Activity
All of the records below must be reproduced exactly, minus any pictures.

Data records
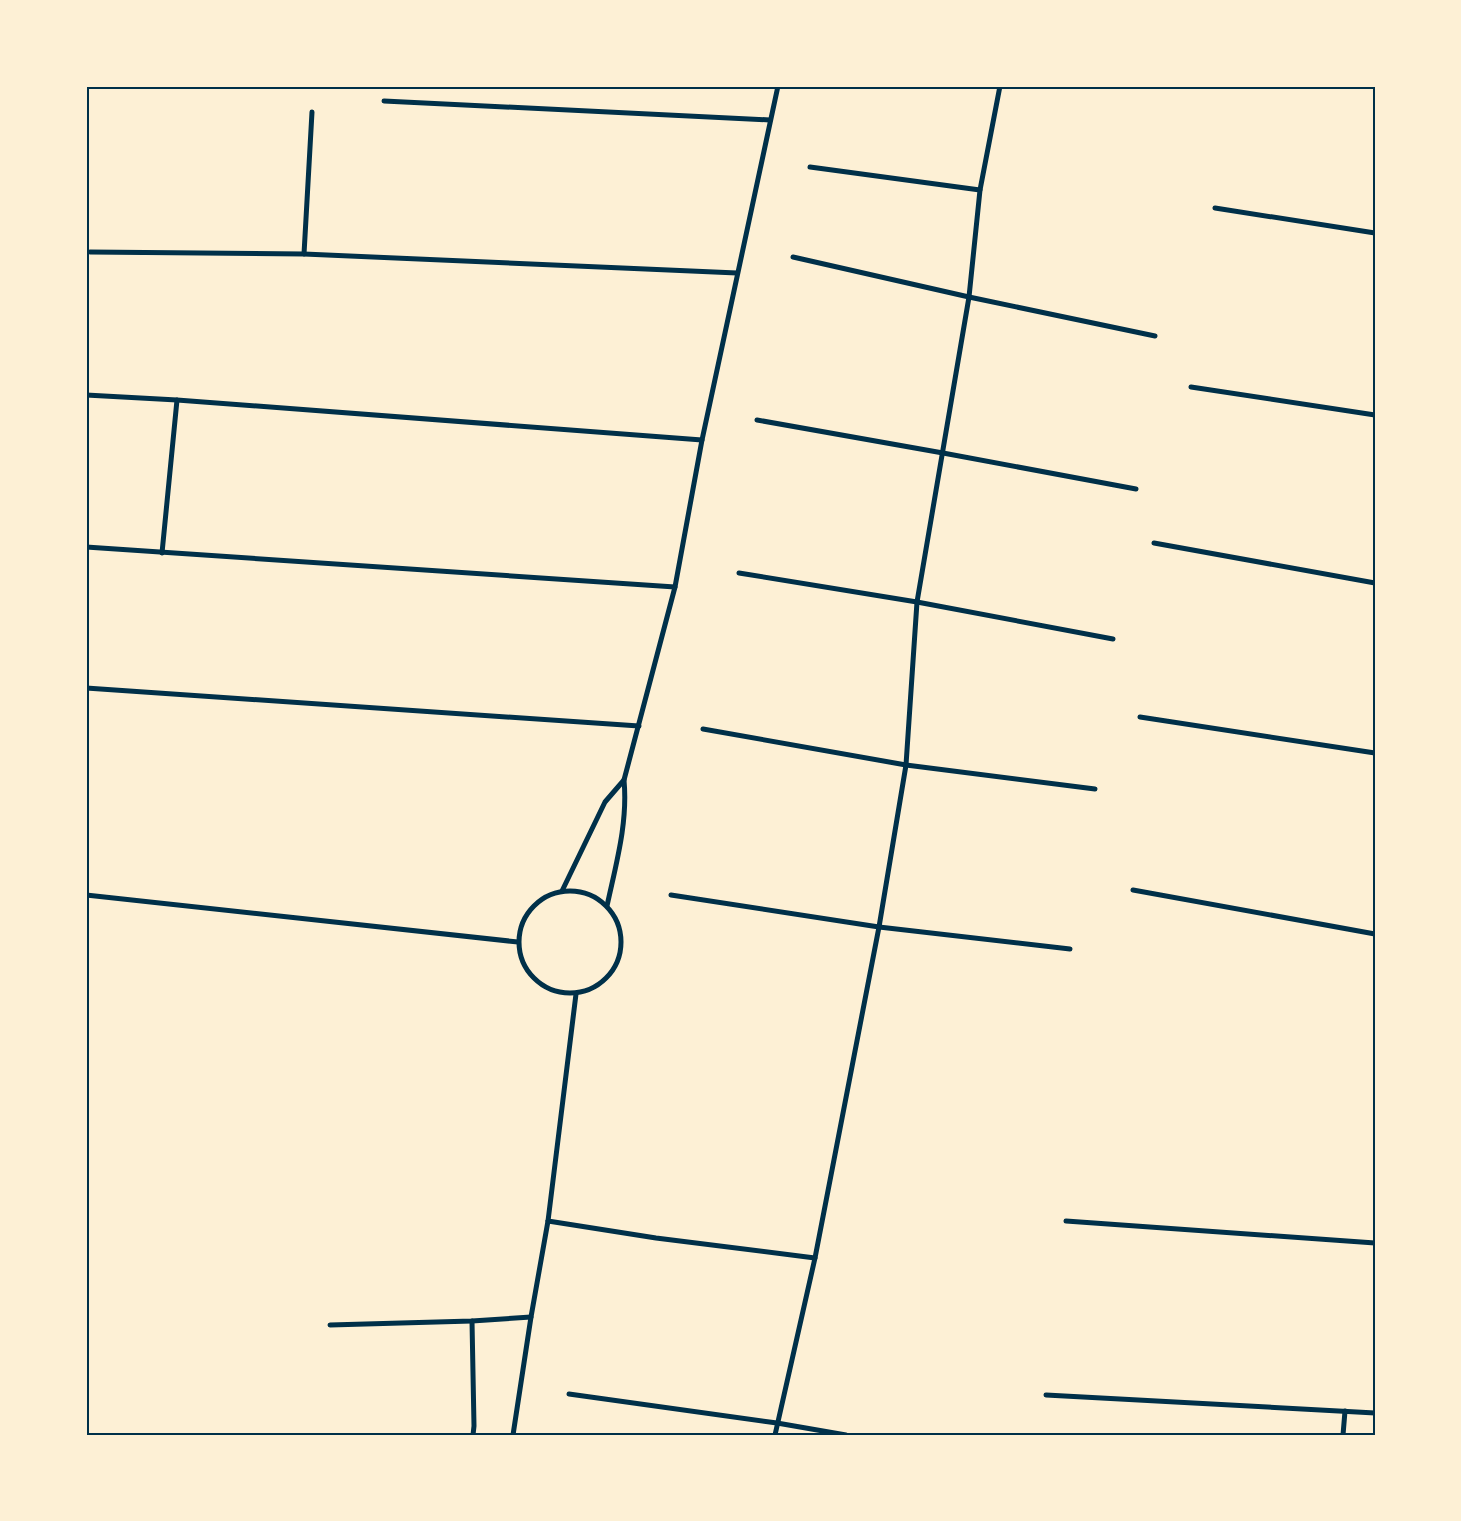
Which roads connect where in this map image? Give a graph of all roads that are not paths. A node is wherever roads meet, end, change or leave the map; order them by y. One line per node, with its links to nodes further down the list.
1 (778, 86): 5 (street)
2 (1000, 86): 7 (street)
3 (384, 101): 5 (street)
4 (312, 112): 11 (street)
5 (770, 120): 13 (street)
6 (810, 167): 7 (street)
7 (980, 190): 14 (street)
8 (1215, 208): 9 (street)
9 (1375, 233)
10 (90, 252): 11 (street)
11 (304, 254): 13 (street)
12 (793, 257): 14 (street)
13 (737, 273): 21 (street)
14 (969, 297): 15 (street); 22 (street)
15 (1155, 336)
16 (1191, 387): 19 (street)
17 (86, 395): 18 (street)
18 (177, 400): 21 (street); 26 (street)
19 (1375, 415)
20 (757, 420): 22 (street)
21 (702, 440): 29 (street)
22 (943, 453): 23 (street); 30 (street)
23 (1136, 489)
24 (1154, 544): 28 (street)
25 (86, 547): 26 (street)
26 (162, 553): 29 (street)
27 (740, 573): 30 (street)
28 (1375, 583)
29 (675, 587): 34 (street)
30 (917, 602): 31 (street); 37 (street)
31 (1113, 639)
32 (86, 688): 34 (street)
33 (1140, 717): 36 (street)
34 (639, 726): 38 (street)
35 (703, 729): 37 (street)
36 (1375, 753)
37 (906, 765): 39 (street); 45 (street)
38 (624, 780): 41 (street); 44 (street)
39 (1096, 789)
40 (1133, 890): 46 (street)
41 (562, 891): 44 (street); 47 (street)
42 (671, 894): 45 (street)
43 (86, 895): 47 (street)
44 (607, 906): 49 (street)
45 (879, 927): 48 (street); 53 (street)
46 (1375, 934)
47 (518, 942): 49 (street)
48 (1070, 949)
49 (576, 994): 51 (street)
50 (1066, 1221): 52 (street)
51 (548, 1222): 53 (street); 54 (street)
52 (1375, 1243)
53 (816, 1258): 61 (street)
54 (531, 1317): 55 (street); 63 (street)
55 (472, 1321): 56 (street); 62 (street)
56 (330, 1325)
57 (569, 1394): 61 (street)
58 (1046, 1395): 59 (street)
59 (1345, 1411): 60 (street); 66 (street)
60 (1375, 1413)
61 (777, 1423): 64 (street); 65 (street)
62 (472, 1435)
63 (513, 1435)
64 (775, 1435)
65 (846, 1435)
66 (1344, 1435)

Result
Which roads connect where in this map image? Give a graph of all roads that are not paths. A node is wherever roads meet, end, change or leave the map; order them by y. One line per node, with its links to nodes further down the list.
1 (778, 86): 5 (street)
2 (1000, 86): 7 (street)
3 (384, 101): 5 (street)
4 (312, 112): 11 (street)
5 (770, 120): 13 (street)
6 (810, 167): 7 (street)
7 (980, 190): 14 (street)
8 (1215, 208): 9 (street)
9 (1375, 233)
10 (90, 252): 11 (street)
11 (304, 254): 13 (street)
12 (793, 257): 14 (street)
13 (737, 273): 21 (street)
14 (969, 297): 15 (street); 22 (street)
15 (1155, 336)
16 (1191, 387): 19 (street)
17 (86, 395): 18 (street)
18 (177, 400): 21 (street); 26 (street)
19 (1375, 415)
20 (757, 420): 22 (street)
21 (702, 440): 29 (street)
22 (943, 453): 23 (street); 30 (street)
23 (1136, 489)
24 (1154, 544): 28 (street)
25 (86, 547): 26 (street)
26 (162, 553): 29 (street)
27 (740, 573): 30 (street)
28 (1375, 583)
29 (675, 587): 34 (street)
30 (917, 602): 31 (street); 37 (street)
31 (1113, 639)
32 (86, 688): 34 (street)
33 (1140, 717): 36 (street)
34 (639, 726): 38 (street)
35 (703, 729): 37 (street)
36 (1375, 753)
37 (906, 765): 39 (street); 45 (street)
38 (624, 780): 41 (street); 44 (street)
39 (1096, 789)
40 (1133, 890): 46 (street)
41 (562, 891): 44 (street); 47 (street)
42 (671, 894): 45 (street)
43 (86, 895): 47 (street)
44 (607, 906): 49 (street)
45 (879, 927): 48 (street); 53 (street)
46 (1375, 934)
47 (518, 942): 49 (street)
48 (1070, 949)
49 (576, 994): 51 (street)
50 (1066, 1221): 52 (street)
51 (548, 1222): 53 (street); 54 (street)
52 (1375, 1243)
53 (816, 1258): 61 (street)
54 (531, 1317): 55 (street); 63 (street)
55 (472, 1321): 56 (street); 62 (street)
56 (330, 1325)
57 (569, 1394): 61 (street)
58 (1046, 1395): 59 (street)
59 (1345, 1411): 60 (street); 66 (street)
60 (1375, 1413)
61 (777, 1423): 64 (street); 65 (street)
62 (472, 1435)
63 (513, 1435)
64 (775, 1435)
65 (846, 1435)
66 (1344, 1435)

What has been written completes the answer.